04 avril 2005

Victor Nguyen, Guénon, l’ésotérisme et la modernité, (note de lectura)

Paru dans le cahier René Guénon, Editions de l’Herne, 1985.

Le danger de contaminer l’éternel par l’élémentaire ou par l’éphémère incita Guénon à mettre l’accent sur l’intégrité des rites face aux avatars prétendument initiatiques banalisés par le siècle.

L’âge sombre est celui de la barbarie cultivée.

„Dorénavant, le désordre matriciel prime et réprime l’ordre principiel, inversant l’herméneutique des sociétés traditionnelles, qui retourneraient au chaos périodiquement, dans l’intention de l’exorciser en s’y rajeunissant. Inclinaison de pôle à pôle, l’axe de la connaissance ordonne une culture-mosaïque dont la cohésion repose sur la seule densité de sa masse, «assemblage de fragments par proximité, sans construction, sans points de repère, où aucune idée n’est forcément générale, mais où beaucoup d’idées sont importantes (idées-force, mots-clefs)», distribuée en structures molles, si l’on ose dire, un fait additionné à un autre, un événement repoussant le précédent, culture qui s’alimente au bruit, rejetant au néant ce dont on ne parle pas ou ce dont on ne parle plus, mais culture qui est parasitée par le bruit, où l’information devient opaque à force de surabondance et demeure toujours sous la menace d’une implosion.” (p. 73)

La modernité procède par l’aplatissement de tous les valeurs. Le règne de la quantité, en clôturant le monde sur le profane, matérialise le sensible et solidifie le visible.

„Vecteurs impérieux d’archétypes, les mythes reviennent en force tant éclate l’ambivalence de la modernité, entre la table rase qu’elle postule et les décombres dont elle fabrique son langage.” (p. 75)

François Meyer: „L’agitation moléculaire qui atteint aujourd’hui son maximum historique, qui s’étend à la dimension planétaire, qui semble devoir s’accélérer jusqu’au paroxysme, signifie-t-elle la fin des structures, de toute structure, en prépare-t-elle la dissolution?” (in La Surchauffe de la croissance, Fayard, 1974, p. 124)

Rainer Maria Rilke: „Nous sommes les abeilles de l’Invisible. Nous butinons éperdument le miel du visible, pour l’accumuler dans la grande ruche d’or de l’Invisible.” (lettre à Witold von Hulewicz, Œuvres, t. III, p. 590)

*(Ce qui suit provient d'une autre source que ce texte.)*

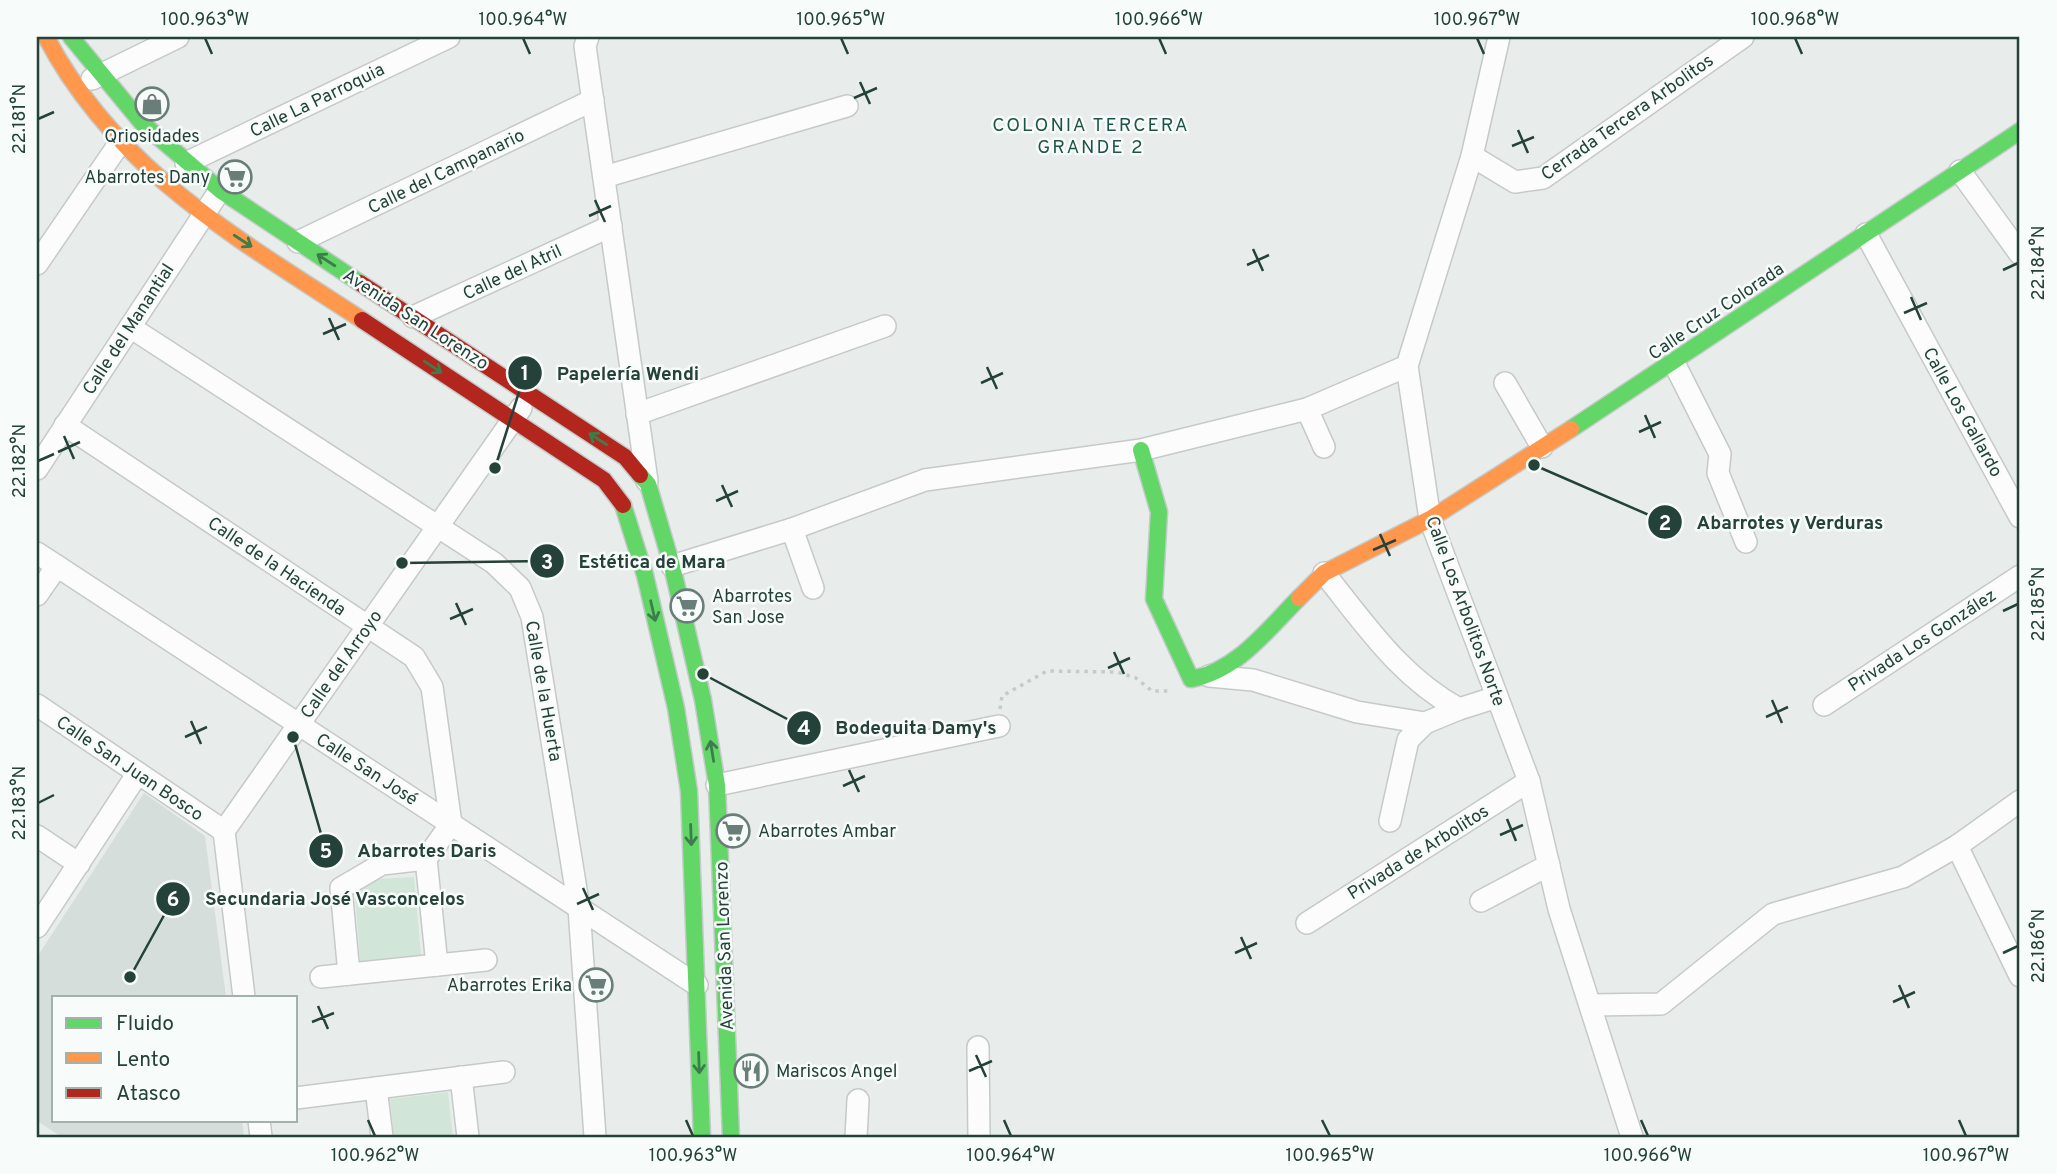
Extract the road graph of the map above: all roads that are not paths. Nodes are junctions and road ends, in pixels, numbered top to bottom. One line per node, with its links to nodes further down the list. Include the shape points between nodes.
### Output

Tout se passe comme si la modernité bouleversait l’économie symbolique en déréglant les rapports entre l’âme, l’esprit et le sensible. Temps de l’histoire et temps du secret permutent dorénavant, de la renaissance à la nostalgie… L’obscurcissement de la Tradition s’accompagne du scintillement des Lumières, tandis que la remontée de l’occulte assujettit la connaissance au regard vulgaire.

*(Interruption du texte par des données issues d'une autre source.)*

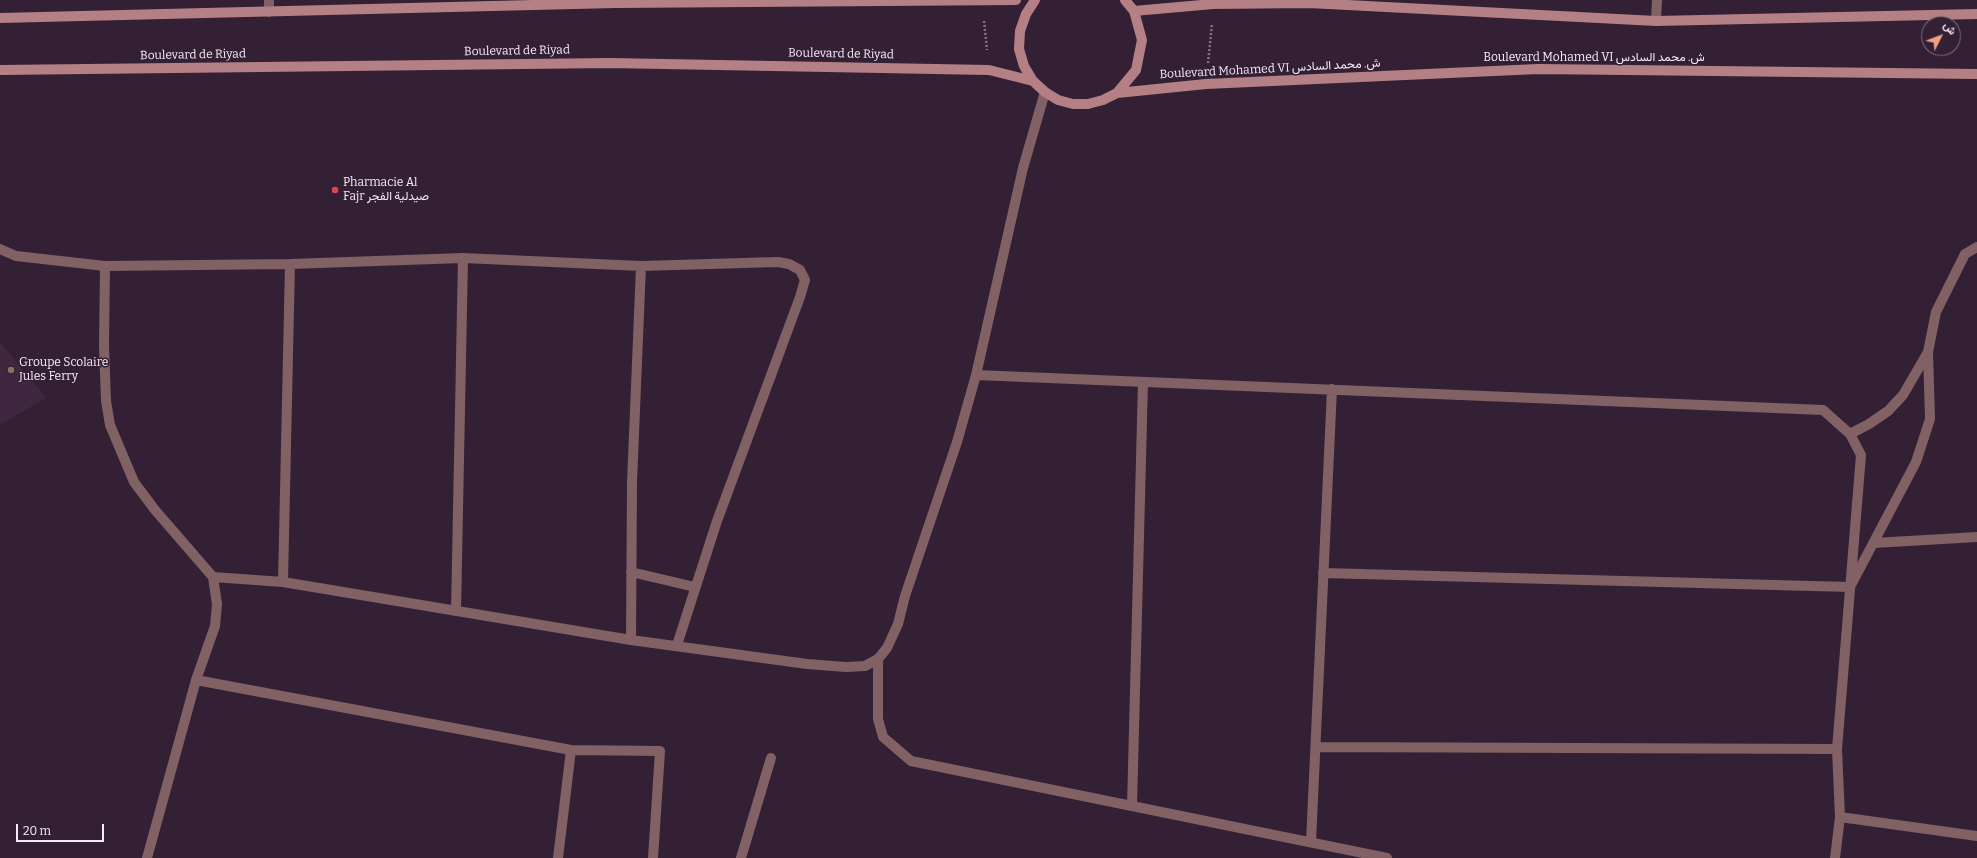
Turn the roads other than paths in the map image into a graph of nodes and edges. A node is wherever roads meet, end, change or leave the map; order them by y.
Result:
1 (269, 0) edge
2 (982, 0) edge
3 (1016, 0) edge
4 (1036, 0) edge
5 (1126, 0) edge
6 (1657, 0) edge
7 (615, 1) edge
8 (1134, 11) junction
9 (269, 12) junction
10 (1977, 14) edge
11 (0, 18) edge
12 (1656, 21) junction
13 (0, 70) edge
14 (1977, 74) edge
15 (1033, 81) junction
16 (1045, 92) junction
17 (1117, 93) junction
18 (1977, 247) edge
19 (0, 249) edge
20 (463, 258) junction
21 (290, 264) junction
22 (105, 266) junction
23 (641, 266) junction
24 (1928, 352) junction
25 (976, 374) junction
26 (1143, 382) junction
27 (1332, 389) junction
28 (1850, 434) junction
29 (1977, 537) edge
30 (1874, 543) junction
31 (631, 572) junction
32 (1323, 573) junction
33 (213, 577) junction
34 (283, 582) junction
35 (1850, 586) junction
36 (695, 587) junction
37 (456, 611) junction
38 (631, 640) junction
39 (677, 645) junction
40 (878, 659) junction
41 (196, 680) junction
42 (1316, 747) junction
43 (1837, 749) junction
44 (571, 750) junction
45 (772, 758) dead end
46 (1132, 806) junction
47 (1840, 817) junction
48 (1977, 836) edge
49 (1311, 842) junction
50 (147, 858) edge
51 (558, 858) edge
52 (653, 858) edge
53 (741, 858) edge
54 (1387, 858) edge
55 (1834, 858) edge

1 - 9 street
2 - 3 main road
2 - 7 main road
4 - 15 main road
5 - 8 main road
6 - 12 street
7 - 9 main road
8 - 12 main road
8 - 17 main road
9 - 11 main road
10 - 12 main road
13 - 15 main road, Boulevard de Riyad
14 - 17 main road, Boulevard Mohamed VI ش. محمد السادس
15 - 16 main road
16 - 17 main road
16 - 25 street
18 - 24 street
19 - 22 street
20 - 21 street
20 - 23 street
20 - 37 street
21 - 22 street
21 - 34 street
22 - 33 street
23 - 31 street
23 - 36 street
24 - 28 street
24 - 30 street
25 - 26 street
25 - 40 street
26 - 27 street
26 - 46 street
27 - 28 street
27 - 32 street
28 - 35 street
29 - 30 street
30 - 35 street
31 - 36 street
31 - 38 street
32 - 35 street
32 - 42 street
33 - 34 street
33 - 41 street
34 - 37 street
35 - 43 street
36 - 39 street
37 - 38 street
38 - 39 street
39 - 40 street
40 - 46 street
41 - 44 street
41 - 50 street
42 - 43 street
42 - 49 street
43 - 47 street
44 - 51 street
44 - 52 street
45 - 53 street
46 - 49 street
47 - 48 street
47 - 55 street
49 - 54 street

La fermeture aux influences spirituelles d’en haut produit un déséquilibre au bénéfice des influences d’en bas.

La clôture du monde laisse proliférer la contre-initiation.

„Ultime aboutissement du processus de descente cyclique: l’initié ne pouvant plus rien sur le monde ordonne sa vie de telle manière que le monde ne puisse pas plus sur lui, et s’ensevelit vivant dans l’initiation qui devient une espèce d’univers parallèle au nôtre mais de plus en plus séparé de lui.” (p. 83)

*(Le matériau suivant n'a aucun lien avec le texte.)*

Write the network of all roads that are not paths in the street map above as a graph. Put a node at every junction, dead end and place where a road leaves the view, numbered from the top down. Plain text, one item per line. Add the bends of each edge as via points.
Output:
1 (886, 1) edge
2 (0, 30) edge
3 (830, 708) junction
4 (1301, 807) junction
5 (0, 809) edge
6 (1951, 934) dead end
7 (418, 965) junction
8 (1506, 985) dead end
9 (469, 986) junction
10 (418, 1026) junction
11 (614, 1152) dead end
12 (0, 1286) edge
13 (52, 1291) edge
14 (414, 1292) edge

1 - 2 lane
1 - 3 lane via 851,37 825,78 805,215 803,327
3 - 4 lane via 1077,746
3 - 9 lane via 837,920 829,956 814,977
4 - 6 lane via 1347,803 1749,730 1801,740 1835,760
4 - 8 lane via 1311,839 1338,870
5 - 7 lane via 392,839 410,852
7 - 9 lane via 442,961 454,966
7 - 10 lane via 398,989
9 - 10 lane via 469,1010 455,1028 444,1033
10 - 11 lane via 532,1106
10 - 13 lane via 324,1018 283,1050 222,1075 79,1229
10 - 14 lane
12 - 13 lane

„[…] l’histoire sociale est faite de l’éternel retour et de l’éternelle éclipse des mythes qui lentement émergent de l’inconscient collectif, composent et rusent…” (Gilbert Durand, «Le social et le mythique. Pour une topique sociologique», Cahiers internationaux de sociologie, no spécial, Les sociologies, vol. LXX, 1981, p. 304)

L’épistémologie contemporaine intègre de mieux en mieux le catastrophisme dans ses hypothèses.

„A un certain degré de vitesse acquise, une civilisation ne se trouve-t-elle pas en difficulté de produire toujours plus le type d’homme que son mouvement créateur exige d’elle pour la soutenir? Il aura fallu notre fin de siècle frappée de plein fouet par la crise des valeurs prométhéennes, pour comprendre que le progrès n’a jamais été un principe de réalité que pour des couches sociales bien délimitées, bourgeoisies occidentales ou occidentalisées, selon la conscience du futur propre de l’homme faustien.” (p. 85)

Toute l’œuvre de Guénon tourne autour la notion de la crise.